Continuous Streaming vs. Turn-Based Interaction
Gemini 3.5 Live Translate (gemini-3.5-live-translate-preview) shifts from traditional turn-based conversational models to a continuous stream processing pipeline. Unlike standard AI agents that wait for a speaker to finish a sentence before processing, this model translates audio in real-time as it streams. This design choice prioritizes low latency, keeping the output just a few seconds behind the speaker. To maintain this strict performance, the model is stripped of general agent capabilities—it does not support text input, tool use, or system instructions, functioning strictly as a specialized interpreter.
Technical Implementation and Integration
Developers can integrate the model via the Gemini Live API by configuring a translationConfig block within the generationConfig. Key parameters include:
targetLanguageCode: Uses BCP-47 language tags (e.g., "es", "pl") to define the output language.echoTargetLanguage: A boolean toggle that determines whether the model should repeat input that is already in the target language.

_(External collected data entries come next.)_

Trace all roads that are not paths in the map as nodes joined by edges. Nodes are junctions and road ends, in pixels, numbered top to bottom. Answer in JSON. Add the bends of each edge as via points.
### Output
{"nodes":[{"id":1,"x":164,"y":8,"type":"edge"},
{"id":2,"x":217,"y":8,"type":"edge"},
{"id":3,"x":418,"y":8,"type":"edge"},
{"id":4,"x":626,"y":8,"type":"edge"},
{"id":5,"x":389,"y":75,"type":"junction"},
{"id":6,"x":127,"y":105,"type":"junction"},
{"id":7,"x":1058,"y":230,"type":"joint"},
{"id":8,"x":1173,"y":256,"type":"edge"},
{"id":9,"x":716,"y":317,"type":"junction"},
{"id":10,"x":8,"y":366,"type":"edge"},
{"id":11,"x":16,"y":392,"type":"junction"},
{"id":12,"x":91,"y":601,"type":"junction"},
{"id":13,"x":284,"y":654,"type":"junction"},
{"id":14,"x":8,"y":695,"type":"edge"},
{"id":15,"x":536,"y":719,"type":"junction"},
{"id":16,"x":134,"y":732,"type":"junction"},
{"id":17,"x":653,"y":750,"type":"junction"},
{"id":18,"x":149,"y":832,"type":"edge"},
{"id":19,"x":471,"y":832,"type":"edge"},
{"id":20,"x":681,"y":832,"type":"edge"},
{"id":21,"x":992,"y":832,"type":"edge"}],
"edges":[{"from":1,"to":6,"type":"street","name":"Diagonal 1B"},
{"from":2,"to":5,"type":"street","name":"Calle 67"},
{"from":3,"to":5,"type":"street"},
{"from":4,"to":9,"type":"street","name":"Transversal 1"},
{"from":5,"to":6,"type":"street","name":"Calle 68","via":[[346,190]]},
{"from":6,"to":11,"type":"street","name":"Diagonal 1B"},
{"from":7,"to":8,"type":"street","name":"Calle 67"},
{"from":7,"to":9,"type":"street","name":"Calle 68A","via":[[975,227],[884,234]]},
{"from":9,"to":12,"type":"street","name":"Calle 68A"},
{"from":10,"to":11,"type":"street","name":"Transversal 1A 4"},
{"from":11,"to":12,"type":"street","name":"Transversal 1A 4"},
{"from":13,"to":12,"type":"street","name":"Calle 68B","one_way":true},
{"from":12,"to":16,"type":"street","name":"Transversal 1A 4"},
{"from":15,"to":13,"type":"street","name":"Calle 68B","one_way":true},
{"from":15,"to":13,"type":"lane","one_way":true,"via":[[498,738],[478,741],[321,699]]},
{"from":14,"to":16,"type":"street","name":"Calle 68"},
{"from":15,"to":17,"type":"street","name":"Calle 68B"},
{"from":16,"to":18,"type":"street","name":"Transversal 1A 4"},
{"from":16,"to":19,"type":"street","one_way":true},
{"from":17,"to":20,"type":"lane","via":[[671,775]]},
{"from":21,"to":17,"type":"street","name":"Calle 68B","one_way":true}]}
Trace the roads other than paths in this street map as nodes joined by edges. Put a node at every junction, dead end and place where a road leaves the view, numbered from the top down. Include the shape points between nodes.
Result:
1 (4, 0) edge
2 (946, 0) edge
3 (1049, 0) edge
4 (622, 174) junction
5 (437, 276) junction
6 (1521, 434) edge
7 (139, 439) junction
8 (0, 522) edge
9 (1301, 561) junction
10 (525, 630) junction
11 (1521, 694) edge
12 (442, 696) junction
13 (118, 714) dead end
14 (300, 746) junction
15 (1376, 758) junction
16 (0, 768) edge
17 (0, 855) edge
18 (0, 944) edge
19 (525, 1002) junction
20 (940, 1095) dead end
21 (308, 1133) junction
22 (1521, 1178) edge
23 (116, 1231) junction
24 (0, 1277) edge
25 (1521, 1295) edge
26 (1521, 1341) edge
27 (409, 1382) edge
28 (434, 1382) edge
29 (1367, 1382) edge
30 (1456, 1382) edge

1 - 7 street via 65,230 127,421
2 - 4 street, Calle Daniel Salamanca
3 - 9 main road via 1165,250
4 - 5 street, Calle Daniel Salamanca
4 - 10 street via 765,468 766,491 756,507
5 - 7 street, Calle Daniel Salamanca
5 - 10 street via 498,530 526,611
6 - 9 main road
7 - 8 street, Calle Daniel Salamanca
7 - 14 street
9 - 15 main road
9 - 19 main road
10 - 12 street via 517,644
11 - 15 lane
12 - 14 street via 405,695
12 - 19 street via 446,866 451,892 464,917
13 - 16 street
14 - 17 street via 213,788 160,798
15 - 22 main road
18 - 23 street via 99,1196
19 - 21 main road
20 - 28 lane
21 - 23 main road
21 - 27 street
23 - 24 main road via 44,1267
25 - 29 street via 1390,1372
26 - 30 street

The system requires specific raw audio formats: 16-bit PCM at 16kHz (mono, little-endian) for input, and 16kHz/24kHz PCM for output. Data is sent in 100ms chunks, and developers are encouraged to use ephemeral tokens on the v1alpha endpoint to secure API keys in client-side applications. The model is designed to handle noisy, unpredictable environments, making it suitable for live meetings, broadcasts, and direct communication apps like those currently being tested by Grab.